**TASK GOAL**
Without any pictures, print exactly the lines that run from the start of the data through the line containing "Please list the".

**Saved entries**
··········

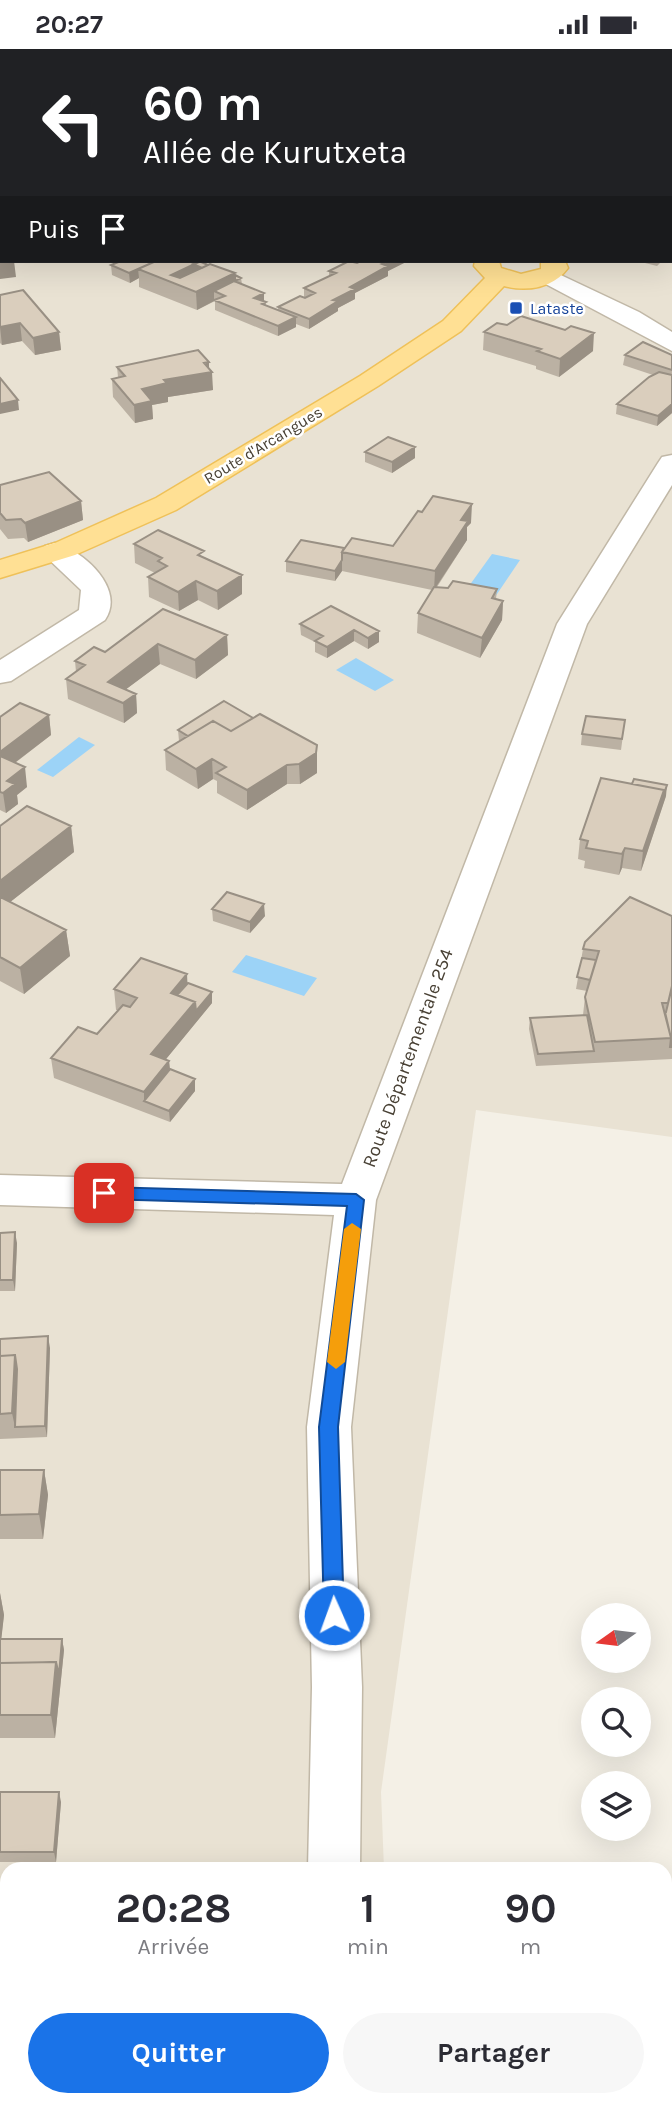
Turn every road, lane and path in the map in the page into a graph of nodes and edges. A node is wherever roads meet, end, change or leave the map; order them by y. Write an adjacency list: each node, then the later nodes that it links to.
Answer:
1 (485, 266): 2 (main road); 5 (main road, Route d'Arcangues)
2 (551, 268): 3 (street)
3 (672, 343)
4 (672, 463): 9 (street, Route Départementale 254)
5 (55, 552): 6 (main road, Route d'Arcangues); 7 (street)
6 (0, 569)
7 (0, 674)
8 (0, 1190): 9 (street)
9 (356, 1200): 10 (street, Route Départementale 254)
10 (334, 1862)

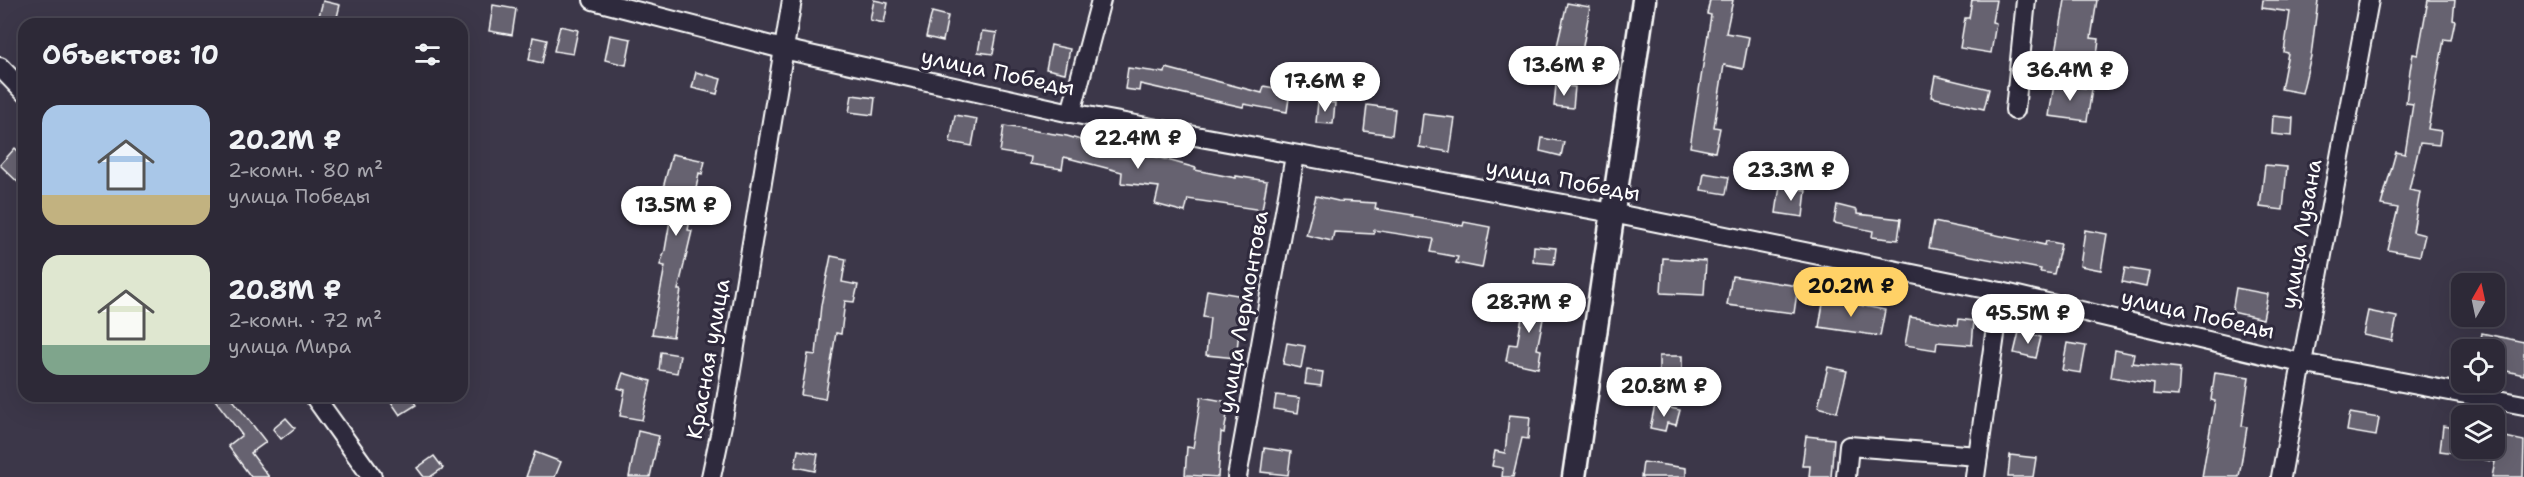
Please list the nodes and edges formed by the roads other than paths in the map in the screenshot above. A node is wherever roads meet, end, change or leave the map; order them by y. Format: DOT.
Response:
graph roads {
  1 [pos="593,0"];
  2 [pos="792,0"];
  3 [pos="1101,0"];
  4 [pos="1644,0"];
  5 [pos="2026,0"];
  6 [pos="2369,0"];
  7 [pos="783,49"];
  8 [pos="0,67"];
  9 [pos="18,86"];
  10 [pos="2016,110"];
  11 [pos="1071,113"];
  12 [pos="1296,156"];
  13 [pos="1611,213"];
  14 [pos="2001,292"];
  15 [pos="2301,363"];
  16 [pos="318,402"];
  17 [pos="2524,405"];
  18 [pos="1978,456"];
  19 [pos="372,477"];
  20 [pos="711,477"];
  21 [pos="1237,477"];
  22 [pos="1574,477"];
  23 [pos="1846,477"];
  24 [pos="1975,477"];
  25 [pos="2281,477"];
  1 -- 7 [label="street, улица Победы"];
  2 -- 7 [label="street, Красная улица"];
  3 -- 11 [label="street"];
  4 -- 13 [label="main road"];
  5 -- 10 [label="street"];
  6 -- 15 [label="street, улица Лузана"];
  7 -- 11 [label="street, улица Победы"];
  7 -- 20 [label="street, Красная улица"];
  8 -- 9 [label="street"];
  11 -- 12 [label="street, улица Победы"];
  12 -- 13 [label="street, улица Победы"];
  12 -- 21 [label="street, улица Лермонтова"];
  13 -- 14 [label="street, улица Победы"];
  13 -- 22 [label="main road"];
  14 -- 15 [label="street, улица Победы"];
  14 -- 18 [label="street"];
  15 -- 17 [label="street, улица Победы"];
  15 -- 25 [label="street, улица Лузана"];
  16 -- 19 [label="street"];
  18 -- 23 [label="street"];
  18 -- 24 [label="street"];
}
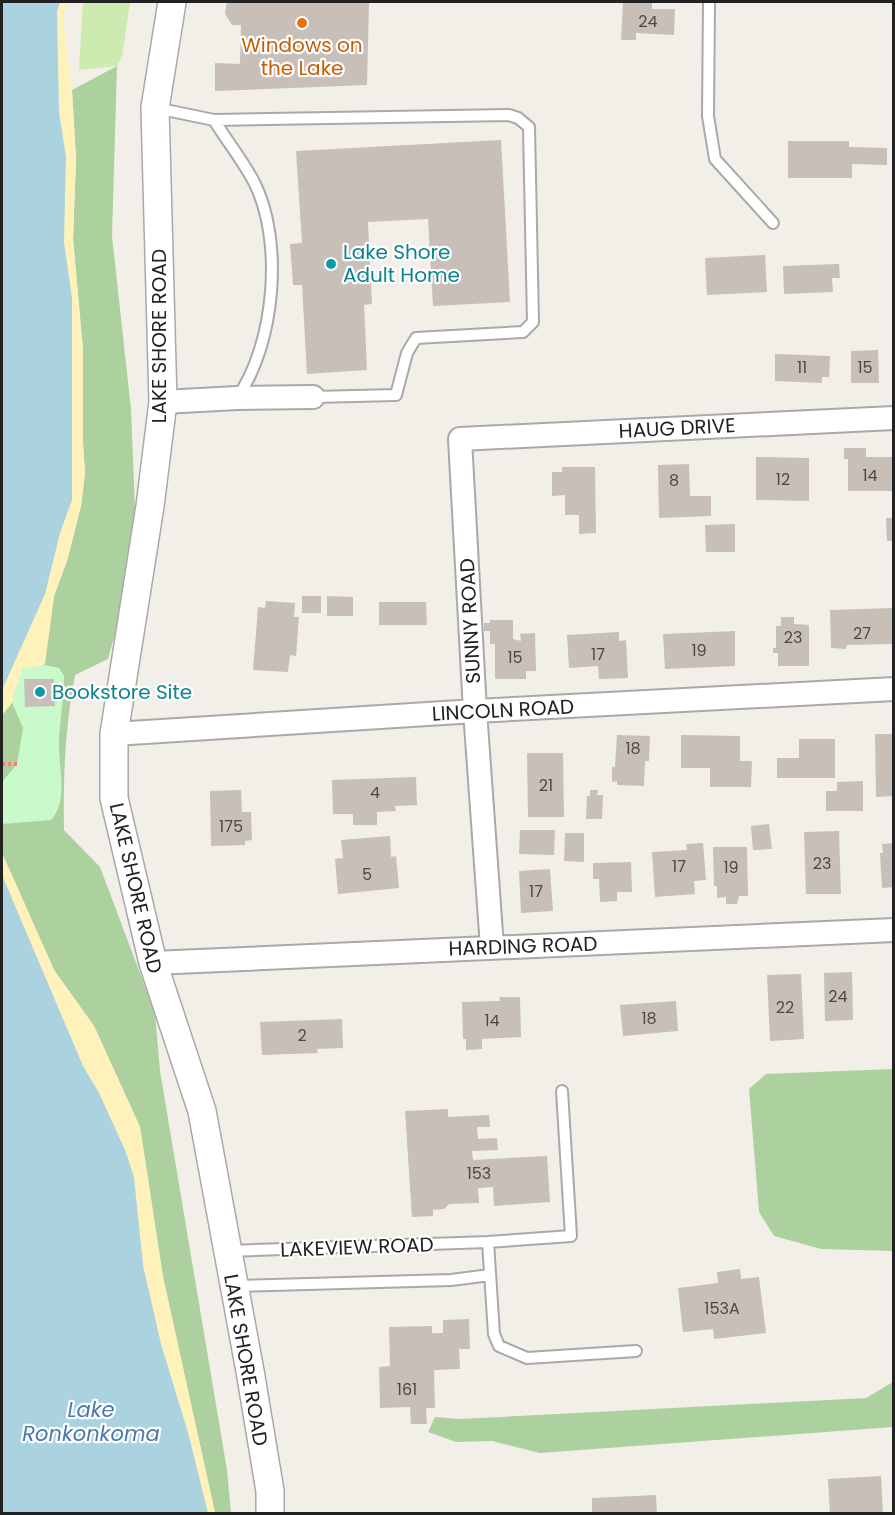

··········

**EXERCISE OUTPUT**
Turn every road, lane and path in the map in the page into a graph of nodes and edges. A node is wherever roads meet, end, change or leave the map; order them by y. Write an adjacency list: each node, then the later nodes that it links to.
Answer:
1 (485, 266): 2 (main road); 5 (main road, Route d'Arcangues)
2 (551, 268): 3 (street)
3 (672, 343)
4 (672, 463): 9 (street, Route Départementale 254)
5 (55, 552): 6 (main road, Route d'Arcangues); 7 (street)
6 (0, 569)
7 (0, 674)
8 (0, 1190): 9 (street)
9 (356, 1200): 10 (street, Route Départementale 254)
10 (334, 1862)

Please list the nodes and edges formed by the roads other than paths in the map in the screenshot above. A node is wherever roads meet, end, change or leave the map; order them by y. Format: DOT.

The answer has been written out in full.